© Credits photo: Thomas Marroni
Jamais Vu, Déjà Vu
© Credits photo: Thomas Marroni
Elaine Stocki
November 25, 2023 — January 13, 2024
54 rue Chapon, 75003 Paris
Memories are clouds. They form and disperse, gather all at once, loom large, pass by. To know anything of the past is to commit oneself to some version of these strange patterns, fundamental to our interior lives yet random, unfixed by nature. Desire for understanding wanders between experience and recollection, the mind grafting partial images onto one another. What materializes is a loose facsimile of textures that keeps us close to reality while the imagination does its slow work of abstraction. This is the miraculous and banal effect of time; a simultaneous exposure and estrangement that, somehow, makes self-knowledge.
Seen is a declaration of the absolute: something has been encountered. But when the link between memory and perception is broken—even briefly—we lose the stability of what we know. Western psychology borrows jamais vu (never seen) and déjà vu (already seen) from the French to describe such a feeling as one of misplaced recognition. Though oppositional, both phenomena invoke a state of amnesia, where we might slip around the certainty of the past tense and into a realm of interlaced possibility. When the parameters of reality are cleaved apart, what can be said about seeing, of meaning as it emerges?
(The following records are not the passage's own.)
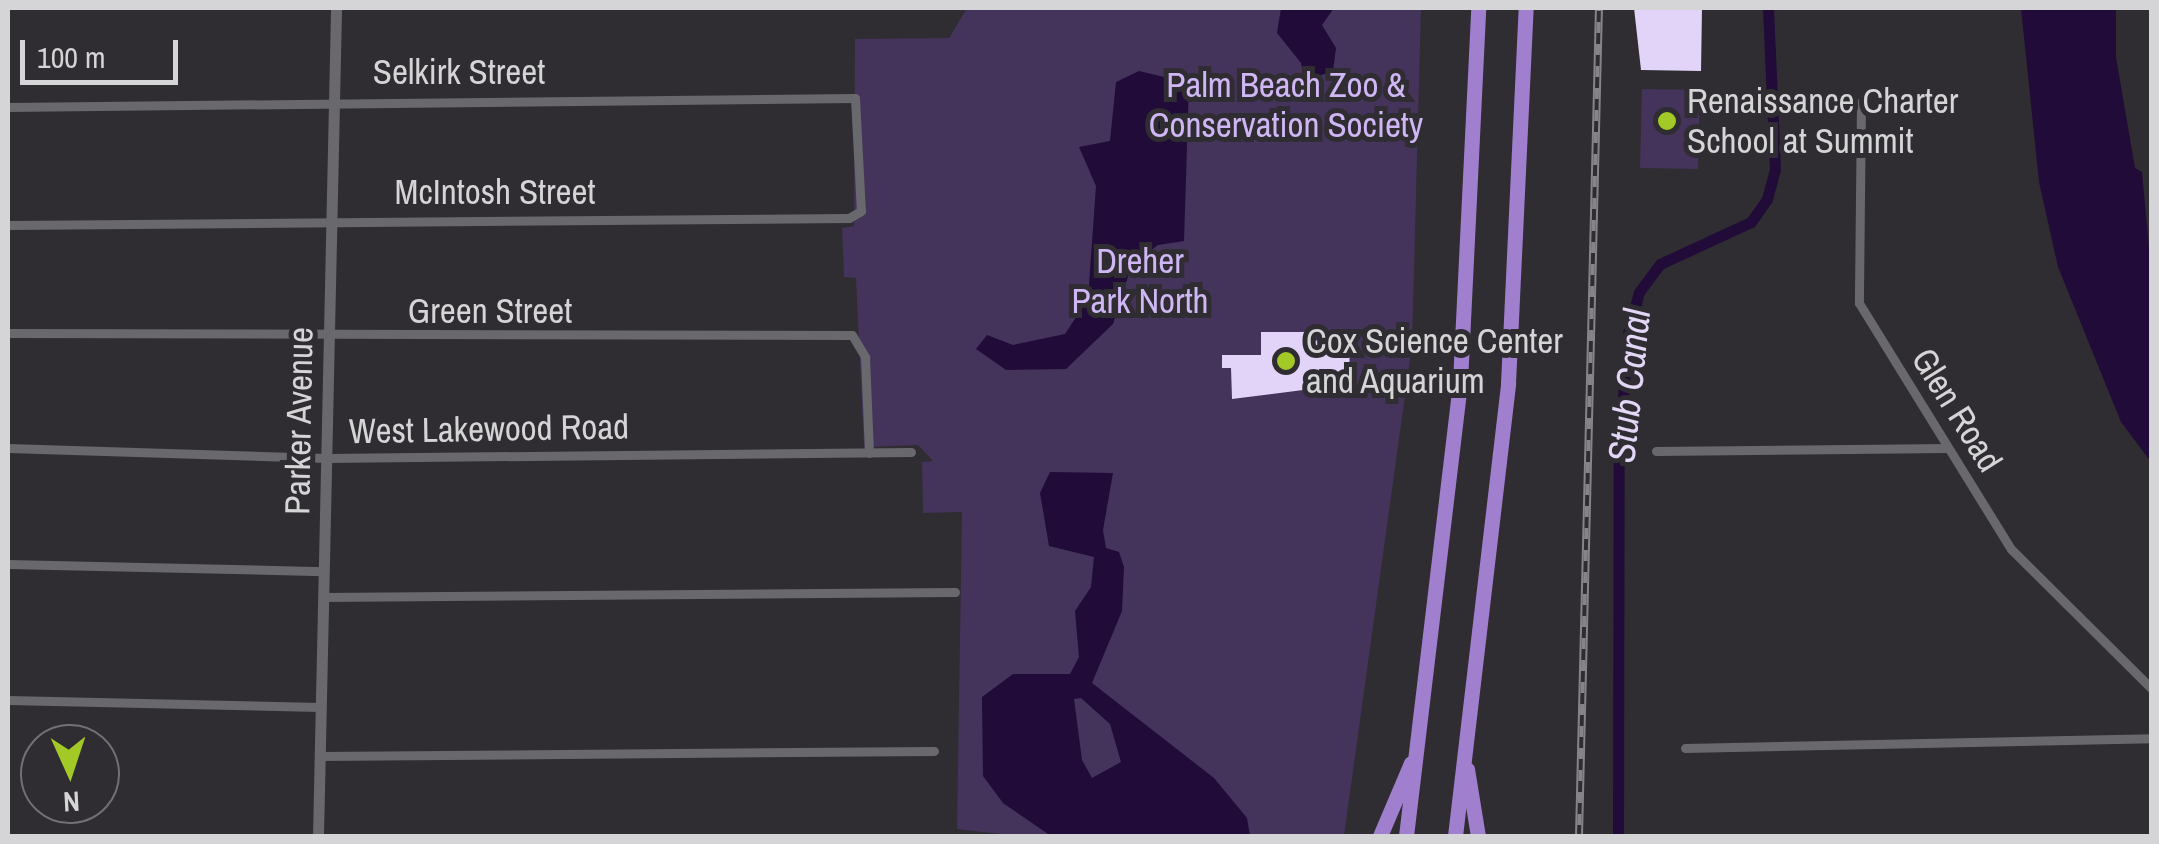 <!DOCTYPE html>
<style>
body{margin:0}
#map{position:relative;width:2159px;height:844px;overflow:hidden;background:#2f2d31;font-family:"Archivo Narrow",sans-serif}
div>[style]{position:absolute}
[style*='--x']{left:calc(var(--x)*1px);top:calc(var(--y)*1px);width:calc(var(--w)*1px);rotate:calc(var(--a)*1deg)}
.green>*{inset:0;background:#44335a}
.water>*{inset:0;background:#210b38}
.canal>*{height:11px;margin:-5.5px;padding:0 5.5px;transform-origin:5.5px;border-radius:5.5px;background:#210b38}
.building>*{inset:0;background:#e2d4f8}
.minor>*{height:9px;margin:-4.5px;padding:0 4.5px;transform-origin:4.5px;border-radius:4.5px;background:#69686c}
.tertiary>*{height:11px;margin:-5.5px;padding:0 5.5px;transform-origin:5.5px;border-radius:5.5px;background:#69686c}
.motorway>*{height:15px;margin:-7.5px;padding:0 7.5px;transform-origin:7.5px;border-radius:7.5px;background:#a17fcf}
.rail>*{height:8px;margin-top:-4px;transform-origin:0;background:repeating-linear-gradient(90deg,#2f2d31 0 11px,#858487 0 22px);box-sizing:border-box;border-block:2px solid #858487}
.dots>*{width:28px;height:28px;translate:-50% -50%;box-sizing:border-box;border:5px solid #2f2d31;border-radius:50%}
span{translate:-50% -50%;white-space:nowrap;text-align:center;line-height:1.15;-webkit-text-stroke:10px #2f2d31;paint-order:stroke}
.street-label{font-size:35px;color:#d5d4d6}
.park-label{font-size:35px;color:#cfb6f5}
.poi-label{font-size:35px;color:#d5d4d6}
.left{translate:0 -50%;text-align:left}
.water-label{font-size:38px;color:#e3d6f6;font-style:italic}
.frame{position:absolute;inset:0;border:10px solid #d5d4d6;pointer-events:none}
.north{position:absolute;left:20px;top:724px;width:100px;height:100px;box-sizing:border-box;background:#2f2d31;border:2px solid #717073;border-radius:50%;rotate:177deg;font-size:28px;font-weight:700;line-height:40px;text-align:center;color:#d5d4d6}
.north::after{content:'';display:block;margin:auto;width:35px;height:45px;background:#a3c927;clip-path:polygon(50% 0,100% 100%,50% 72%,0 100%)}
.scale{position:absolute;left:20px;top:40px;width:158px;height:45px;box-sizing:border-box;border:5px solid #d5d4d6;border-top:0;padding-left:12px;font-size:30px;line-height:35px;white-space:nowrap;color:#d5d4d6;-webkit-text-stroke:8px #2f2d31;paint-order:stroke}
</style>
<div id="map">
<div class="green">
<div style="clip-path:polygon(967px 8px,1421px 8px,1412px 345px,1344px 836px,1019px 836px,957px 829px,962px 512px,923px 513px,922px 462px,933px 461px,918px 445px,864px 447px,856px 278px,844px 277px,842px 228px,854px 226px,855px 39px,949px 38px)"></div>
<div style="clip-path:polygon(1642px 89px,1700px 90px,1698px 169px,1640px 168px)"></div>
</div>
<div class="water">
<div style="clip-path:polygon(1281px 8px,1334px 8px,1322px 25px,1336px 48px,1333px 71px,1313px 78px,1306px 92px,1301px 63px,1277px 33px)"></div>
<div style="clip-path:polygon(2021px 8px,2116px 8px,2116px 57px,2135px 168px,2142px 172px,2150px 259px,2151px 462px,2121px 422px,2058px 267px,2039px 182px)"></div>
<div style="clip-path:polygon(1139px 71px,1189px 83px,1184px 241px,1158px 245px,1132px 264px,1113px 324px,1066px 369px,1006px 370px,976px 349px,987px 335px,1013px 345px,1065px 334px,1088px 299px,1096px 186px,1079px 147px,1110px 141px,1116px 82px)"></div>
<div style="clip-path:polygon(evenodd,1050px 472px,1113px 473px,1103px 530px,1106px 548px,1119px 552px,1124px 567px,1122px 611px,1092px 683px,1214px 778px,1247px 818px,1250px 836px,1051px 836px,1003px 803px,983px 776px,982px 697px,1013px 674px,1070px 674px,1079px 657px,1075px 611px,1091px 587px,1094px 557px,1049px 546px,1040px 493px,1050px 472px,1081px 698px,1110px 724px,1121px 762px,1092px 778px,1082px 760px,1074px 699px,1081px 698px)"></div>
</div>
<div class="canal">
<div style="--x:1618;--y:836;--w:386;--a:-89.9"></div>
<div style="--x:1619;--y:450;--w:117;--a:-85.6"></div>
<div style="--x:1628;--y:333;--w:42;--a:-75"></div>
<div style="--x:1639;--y:292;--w:35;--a:-53"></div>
<div style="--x:1660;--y:264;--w:100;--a:-24.8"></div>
<div style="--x:1751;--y:222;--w:28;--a:-55"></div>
<div style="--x:1767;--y:199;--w:31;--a:-75"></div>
<div style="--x:1775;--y:169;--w:161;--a:-92.5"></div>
</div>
<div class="building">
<div style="clip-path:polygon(1634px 8px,1702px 8px,1701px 71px,1641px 70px)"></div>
<div style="clip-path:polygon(1261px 332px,1308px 332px,1308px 342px,1349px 335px,1350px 384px,1232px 399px,1231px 368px,1222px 368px,1222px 355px,1261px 355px)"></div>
</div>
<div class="minor">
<div style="--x:1861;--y:102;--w:201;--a:90.6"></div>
<div style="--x:1859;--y:303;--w:289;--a:58.3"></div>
<div style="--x:2011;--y:549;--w:199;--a:44.8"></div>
<div style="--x:8;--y:107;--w:847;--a:-0.61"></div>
<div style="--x:855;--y:98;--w:113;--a:87"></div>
<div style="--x:861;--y:211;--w:14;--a:150"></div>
<div style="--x:849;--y:218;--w:841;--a:179.52"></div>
<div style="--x:8;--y:333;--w:844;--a:0.14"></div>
<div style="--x:852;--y:335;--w:26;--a:59"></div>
<div style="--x:865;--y:357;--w:96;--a:87.6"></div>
<div style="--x:8;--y:448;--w:318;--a:1.8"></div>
<div style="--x:326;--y:458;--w:585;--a:-0.59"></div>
<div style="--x:1656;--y:451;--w:292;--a:-0.6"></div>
<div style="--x:8;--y:564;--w:315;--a:1.3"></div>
<div style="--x:323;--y:597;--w:632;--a:-0.45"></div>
<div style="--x:8;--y:700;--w:312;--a:1.3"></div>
<div style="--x:1685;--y:748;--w:467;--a:-1.2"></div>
<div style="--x:319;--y:756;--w:615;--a:-0.47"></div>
</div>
<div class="tertiary">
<div style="--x:318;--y:836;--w:828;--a:-88.75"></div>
</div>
<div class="motorway">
<div style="--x:1467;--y:769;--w:68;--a:80.7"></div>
<div style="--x:1380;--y:836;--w:79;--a:-67"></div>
<div style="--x:1406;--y:836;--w:457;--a:-83.2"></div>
<div style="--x:1460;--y:382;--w:374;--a:-87.2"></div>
<div style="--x:1455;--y:836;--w:456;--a:-83.3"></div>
<div style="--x:1508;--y:383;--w:375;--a:-87.3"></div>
</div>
<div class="rail">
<div style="--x:1579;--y:836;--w:828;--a:-88.62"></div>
</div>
<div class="dots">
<div style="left:1667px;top:121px;background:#a3c927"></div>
<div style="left:1286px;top:361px;background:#a3c927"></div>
</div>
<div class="street-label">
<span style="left:459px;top:72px">Selkirk Street</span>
<span style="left:495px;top:192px">McIntosh Street</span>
<span style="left:490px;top:311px">Green Street</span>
<span style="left:1957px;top:410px;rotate:58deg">Glen Road</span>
<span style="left:299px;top:421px;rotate:-89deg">Parker Avenue</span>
<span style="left:489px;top:429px;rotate:-1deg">West Lakewood Road</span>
</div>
<div class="park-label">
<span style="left:1286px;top:105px">Palm Beach Zoo &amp;<br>Conservation Society</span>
<span style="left:1140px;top:281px">Dreher<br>Park North</span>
</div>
<div class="poi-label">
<span class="left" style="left:1687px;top:121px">Renaissance Charter<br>School at Summit</span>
<span class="left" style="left:1306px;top:361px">Cox Science Center<br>and Aquarium</span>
</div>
<div class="water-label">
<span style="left:1629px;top:386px;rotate:-84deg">Stub Canal</span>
</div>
<div class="frame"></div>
<div class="north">N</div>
<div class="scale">100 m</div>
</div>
This question is one of several running through Elaine Stocki’s Jamais Vu, Déjà Vu. Across her practice, Stocki works in an intuitive register of material-as-metaphor, placing the tactile qualities of linen, watercolor, velvet, oil, and canvas into vivid experiments of color and composition. The braid surfaces as an apt motif; independent threads coalesce only to come apart, again and again, in rhythmic prediction and reaction. Evidence of the artist’s hand appears in stitches and seams. The mind flickers, the seasons turn.
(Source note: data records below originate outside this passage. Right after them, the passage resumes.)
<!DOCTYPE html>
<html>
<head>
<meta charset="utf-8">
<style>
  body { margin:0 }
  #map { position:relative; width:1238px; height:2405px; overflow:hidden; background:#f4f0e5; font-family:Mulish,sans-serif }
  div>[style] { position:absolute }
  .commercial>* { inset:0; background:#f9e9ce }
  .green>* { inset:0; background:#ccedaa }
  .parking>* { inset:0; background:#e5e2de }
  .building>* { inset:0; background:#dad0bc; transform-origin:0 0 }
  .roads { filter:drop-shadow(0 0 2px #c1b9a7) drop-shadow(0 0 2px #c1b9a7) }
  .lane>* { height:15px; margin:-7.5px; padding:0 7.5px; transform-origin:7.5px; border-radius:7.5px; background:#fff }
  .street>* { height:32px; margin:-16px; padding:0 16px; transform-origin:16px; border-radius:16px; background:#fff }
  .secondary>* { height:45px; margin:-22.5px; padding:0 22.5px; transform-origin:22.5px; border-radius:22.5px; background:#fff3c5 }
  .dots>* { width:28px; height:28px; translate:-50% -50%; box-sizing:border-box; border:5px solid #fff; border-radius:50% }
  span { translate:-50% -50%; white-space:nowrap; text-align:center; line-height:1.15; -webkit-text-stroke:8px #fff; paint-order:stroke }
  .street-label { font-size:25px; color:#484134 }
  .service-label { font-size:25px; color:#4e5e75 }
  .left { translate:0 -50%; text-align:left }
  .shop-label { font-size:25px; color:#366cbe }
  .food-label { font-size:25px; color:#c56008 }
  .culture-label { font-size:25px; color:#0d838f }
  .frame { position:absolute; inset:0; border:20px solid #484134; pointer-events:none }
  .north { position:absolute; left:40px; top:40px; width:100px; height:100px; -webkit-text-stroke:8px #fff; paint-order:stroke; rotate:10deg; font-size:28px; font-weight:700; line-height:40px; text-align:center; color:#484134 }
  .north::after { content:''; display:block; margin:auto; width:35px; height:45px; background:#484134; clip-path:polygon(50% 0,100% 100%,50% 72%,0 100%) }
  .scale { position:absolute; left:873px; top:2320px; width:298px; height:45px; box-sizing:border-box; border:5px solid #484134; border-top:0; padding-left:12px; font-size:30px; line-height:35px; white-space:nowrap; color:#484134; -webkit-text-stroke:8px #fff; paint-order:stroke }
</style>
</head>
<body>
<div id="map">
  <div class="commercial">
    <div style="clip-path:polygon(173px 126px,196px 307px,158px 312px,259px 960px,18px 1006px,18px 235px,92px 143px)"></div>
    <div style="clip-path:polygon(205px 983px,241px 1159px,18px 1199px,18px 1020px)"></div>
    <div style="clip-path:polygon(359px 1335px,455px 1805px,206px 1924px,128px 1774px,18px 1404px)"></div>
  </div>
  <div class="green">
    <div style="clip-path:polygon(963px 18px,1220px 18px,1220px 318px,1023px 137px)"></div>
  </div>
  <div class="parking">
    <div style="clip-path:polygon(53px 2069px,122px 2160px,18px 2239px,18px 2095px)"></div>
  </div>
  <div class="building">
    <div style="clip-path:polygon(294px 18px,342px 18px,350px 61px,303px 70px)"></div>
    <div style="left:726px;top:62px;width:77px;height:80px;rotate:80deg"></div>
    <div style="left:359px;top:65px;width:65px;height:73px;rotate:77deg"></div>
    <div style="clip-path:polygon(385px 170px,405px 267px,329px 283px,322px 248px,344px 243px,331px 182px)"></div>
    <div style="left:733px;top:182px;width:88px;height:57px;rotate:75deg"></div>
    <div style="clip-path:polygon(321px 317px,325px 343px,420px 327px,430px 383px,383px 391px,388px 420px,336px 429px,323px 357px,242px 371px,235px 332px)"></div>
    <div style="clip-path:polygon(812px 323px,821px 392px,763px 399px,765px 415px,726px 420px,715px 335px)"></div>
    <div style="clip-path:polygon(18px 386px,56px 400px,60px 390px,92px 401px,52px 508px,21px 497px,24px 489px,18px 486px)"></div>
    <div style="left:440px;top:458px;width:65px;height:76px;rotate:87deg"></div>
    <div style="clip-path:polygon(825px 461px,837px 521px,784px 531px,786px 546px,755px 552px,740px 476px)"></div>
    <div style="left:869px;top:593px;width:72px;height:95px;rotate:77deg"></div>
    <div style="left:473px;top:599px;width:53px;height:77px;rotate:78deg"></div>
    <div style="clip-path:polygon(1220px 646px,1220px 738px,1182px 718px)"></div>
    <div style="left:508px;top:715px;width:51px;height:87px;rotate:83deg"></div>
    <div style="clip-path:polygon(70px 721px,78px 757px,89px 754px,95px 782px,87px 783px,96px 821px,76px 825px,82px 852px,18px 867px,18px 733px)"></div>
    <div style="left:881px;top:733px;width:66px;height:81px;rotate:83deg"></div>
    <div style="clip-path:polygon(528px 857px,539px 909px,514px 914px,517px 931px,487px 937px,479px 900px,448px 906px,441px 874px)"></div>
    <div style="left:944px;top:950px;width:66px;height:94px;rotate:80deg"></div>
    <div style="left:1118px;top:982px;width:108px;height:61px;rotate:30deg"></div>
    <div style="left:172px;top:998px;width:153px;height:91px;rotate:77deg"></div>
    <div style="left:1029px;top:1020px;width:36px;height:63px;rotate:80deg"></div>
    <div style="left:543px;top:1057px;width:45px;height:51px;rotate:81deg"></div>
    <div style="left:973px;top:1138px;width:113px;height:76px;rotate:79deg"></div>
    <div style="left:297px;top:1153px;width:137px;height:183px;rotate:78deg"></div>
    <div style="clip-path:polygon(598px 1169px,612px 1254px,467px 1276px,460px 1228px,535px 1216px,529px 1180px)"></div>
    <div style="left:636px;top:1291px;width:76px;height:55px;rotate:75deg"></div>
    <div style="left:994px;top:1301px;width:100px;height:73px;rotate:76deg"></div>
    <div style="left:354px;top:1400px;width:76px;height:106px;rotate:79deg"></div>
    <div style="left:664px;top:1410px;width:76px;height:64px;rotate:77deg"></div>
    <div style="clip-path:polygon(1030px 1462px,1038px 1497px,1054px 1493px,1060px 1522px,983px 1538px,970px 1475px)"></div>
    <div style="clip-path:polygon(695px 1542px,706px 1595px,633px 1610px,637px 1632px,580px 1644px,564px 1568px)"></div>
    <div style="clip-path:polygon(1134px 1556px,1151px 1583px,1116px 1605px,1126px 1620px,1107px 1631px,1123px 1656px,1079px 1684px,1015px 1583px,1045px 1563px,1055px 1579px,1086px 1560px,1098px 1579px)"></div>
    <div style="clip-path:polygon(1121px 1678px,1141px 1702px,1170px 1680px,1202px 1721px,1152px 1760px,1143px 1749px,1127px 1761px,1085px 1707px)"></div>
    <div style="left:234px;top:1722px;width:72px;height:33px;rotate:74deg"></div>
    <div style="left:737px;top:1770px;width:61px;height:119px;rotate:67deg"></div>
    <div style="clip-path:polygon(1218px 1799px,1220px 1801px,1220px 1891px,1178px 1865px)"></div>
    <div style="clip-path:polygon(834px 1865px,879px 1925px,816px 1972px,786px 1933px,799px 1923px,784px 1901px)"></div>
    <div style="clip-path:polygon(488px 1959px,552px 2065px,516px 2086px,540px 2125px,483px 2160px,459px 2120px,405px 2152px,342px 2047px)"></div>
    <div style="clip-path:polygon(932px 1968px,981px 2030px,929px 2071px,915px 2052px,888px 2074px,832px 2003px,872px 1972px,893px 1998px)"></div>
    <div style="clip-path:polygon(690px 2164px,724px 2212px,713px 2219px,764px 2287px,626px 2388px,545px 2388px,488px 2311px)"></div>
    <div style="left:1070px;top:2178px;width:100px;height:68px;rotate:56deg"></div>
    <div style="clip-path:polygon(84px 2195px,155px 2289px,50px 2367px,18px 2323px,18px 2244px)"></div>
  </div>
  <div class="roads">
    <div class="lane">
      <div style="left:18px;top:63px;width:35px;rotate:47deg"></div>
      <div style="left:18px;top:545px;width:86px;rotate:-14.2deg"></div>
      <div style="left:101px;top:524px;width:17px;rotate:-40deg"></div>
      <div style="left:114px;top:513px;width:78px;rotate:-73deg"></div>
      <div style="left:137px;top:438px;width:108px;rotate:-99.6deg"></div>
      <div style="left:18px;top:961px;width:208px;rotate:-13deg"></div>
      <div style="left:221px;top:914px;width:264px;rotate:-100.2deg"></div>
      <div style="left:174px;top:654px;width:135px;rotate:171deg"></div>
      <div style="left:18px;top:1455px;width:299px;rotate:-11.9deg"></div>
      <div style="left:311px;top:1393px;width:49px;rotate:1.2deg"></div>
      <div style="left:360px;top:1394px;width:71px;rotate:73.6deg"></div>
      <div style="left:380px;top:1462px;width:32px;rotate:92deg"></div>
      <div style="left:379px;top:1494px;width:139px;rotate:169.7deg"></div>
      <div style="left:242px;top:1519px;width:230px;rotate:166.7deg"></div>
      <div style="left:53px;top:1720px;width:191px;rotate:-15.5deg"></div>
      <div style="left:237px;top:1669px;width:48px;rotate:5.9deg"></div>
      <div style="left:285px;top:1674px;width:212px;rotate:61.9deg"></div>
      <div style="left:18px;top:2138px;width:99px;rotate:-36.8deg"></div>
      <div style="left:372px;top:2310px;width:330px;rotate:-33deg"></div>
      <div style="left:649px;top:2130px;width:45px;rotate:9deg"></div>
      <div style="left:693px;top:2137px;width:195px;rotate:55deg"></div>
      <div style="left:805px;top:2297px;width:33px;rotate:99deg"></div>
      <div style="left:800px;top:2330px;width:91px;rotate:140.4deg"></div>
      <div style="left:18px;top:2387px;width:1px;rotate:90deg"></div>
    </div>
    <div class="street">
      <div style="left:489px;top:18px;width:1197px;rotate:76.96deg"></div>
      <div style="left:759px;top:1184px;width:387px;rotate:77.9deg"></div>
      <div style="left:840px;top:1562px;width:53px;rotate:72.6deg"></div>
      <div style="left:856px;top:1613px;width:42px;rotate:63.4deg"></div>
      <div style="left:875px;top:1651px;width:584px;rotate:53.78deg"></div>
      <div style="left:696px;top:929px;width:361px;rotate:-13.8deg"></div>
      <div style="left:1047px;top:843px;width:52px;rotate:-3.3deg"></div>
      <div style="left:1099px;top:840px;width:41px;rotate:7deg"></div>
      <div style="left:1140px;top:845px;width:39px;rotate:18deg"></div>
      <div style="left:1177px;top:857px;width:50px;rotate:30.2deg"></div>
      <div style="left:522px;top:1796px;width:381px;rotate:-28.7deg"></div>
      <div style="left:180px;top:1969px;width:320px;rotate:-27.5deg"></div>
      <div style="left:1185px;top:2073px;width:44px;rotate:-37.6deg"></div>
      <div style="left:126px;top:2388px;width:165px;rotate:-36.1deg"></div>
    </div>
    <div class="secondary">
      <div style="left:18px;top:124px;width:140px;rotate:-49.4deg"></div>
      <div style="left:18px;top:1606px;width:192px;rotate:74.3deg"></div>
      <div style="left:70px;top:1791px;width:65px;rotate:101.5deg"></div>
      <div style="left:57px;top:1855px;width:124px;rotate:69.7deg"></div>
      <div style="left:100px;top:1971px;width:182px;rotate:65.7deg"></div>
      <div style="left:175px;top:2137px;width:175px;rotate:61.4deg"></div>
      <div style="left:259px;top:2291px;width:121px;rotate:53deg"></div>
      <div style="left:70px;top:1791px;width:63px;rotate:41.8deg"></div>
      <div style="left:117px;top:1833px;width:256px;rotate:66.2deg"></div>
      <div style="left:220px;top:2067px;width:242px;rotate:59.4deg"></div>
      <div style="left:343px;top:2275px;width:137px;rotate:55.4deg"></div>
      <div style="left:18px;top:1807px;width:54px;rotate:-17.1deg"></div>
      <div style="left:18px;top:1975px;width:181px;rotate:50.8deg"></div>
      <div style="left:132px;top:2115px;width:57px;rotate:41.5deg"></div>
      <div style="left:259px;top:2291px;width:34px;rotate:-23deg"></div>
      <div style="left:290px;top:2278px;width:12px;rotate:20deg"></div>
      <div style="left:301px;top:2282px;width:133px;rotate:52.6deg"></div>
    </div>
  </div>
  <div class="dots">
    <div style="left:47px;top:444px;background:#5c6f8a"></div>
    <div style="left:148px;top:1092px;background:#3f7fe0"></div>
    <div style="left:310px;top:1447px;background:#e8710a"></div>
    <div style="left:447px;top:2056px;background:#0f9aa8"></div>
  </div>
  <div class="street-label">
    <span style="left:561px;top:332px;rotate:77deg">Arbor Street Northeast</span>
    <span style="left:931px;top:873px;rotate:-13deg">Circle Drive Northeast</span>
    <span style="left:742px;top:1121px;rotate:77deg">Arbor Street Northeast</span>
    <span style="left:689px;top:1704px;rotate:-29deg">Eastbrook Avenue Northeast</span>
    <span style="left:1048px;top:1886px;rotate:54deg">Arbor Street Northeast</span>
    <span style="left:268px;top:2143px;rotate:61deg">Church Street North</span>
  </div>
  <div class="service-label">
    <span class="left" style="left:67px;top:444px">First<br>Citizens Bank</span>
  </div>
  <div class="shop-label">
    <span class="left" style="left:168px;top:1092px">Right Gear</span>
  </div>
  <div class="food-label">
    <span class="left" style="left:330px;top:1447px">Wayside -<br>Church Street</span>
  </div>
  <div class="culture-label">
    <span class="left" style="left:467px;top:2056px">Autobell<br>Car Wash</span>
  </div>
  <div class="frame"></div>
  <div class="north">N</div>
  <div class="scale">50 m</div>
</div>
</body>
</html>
Stocki’s aesthetic interests perhaps most strikingly converge in “December.” Based off of a photograph taken by the artist, the painting captures an elderly woman lying in bed, swathed in quilts. Her placid expression falls somewhere between the viewer and a lamp bulb. Memories could reside in the lines on her face and within the naked source of light, as if she is at once gazing forwards and back in time. This woman in the winter of her life is contrasted with “May,” in which exaggerated feminine physicality finds formal agreement with the archway shape of the canvas. There is certainly a photographer’s logic at play in both paintings. Seemingly disparate images coax significations from each other, a dual memento mori.
“Late Summer” distills an arrival and a departure. The surrounding velvet and canvas pieces function like an aperture, working in conjunction with the central scene to evoke the relentless motion of time. This cocooning effect is made eerie in “Night of the Hunter.” To my eye, the opacity of black velvet aims to obscure rather than frame. Stocki narrows the visual field into a scene of solitary enclosure, imbued with the narrative potential of a film still.
There is a sense of mystery shared by Stocki’s process and the final paintings. Themes and images often reveal themselves to her through creating the work, one painting giving rise to the next. Looking, then, is to participate in the making of meaning, that quiet act going on all the time. When might a memory reveal itself in full? Never, already, Stocki calls from the gloaming.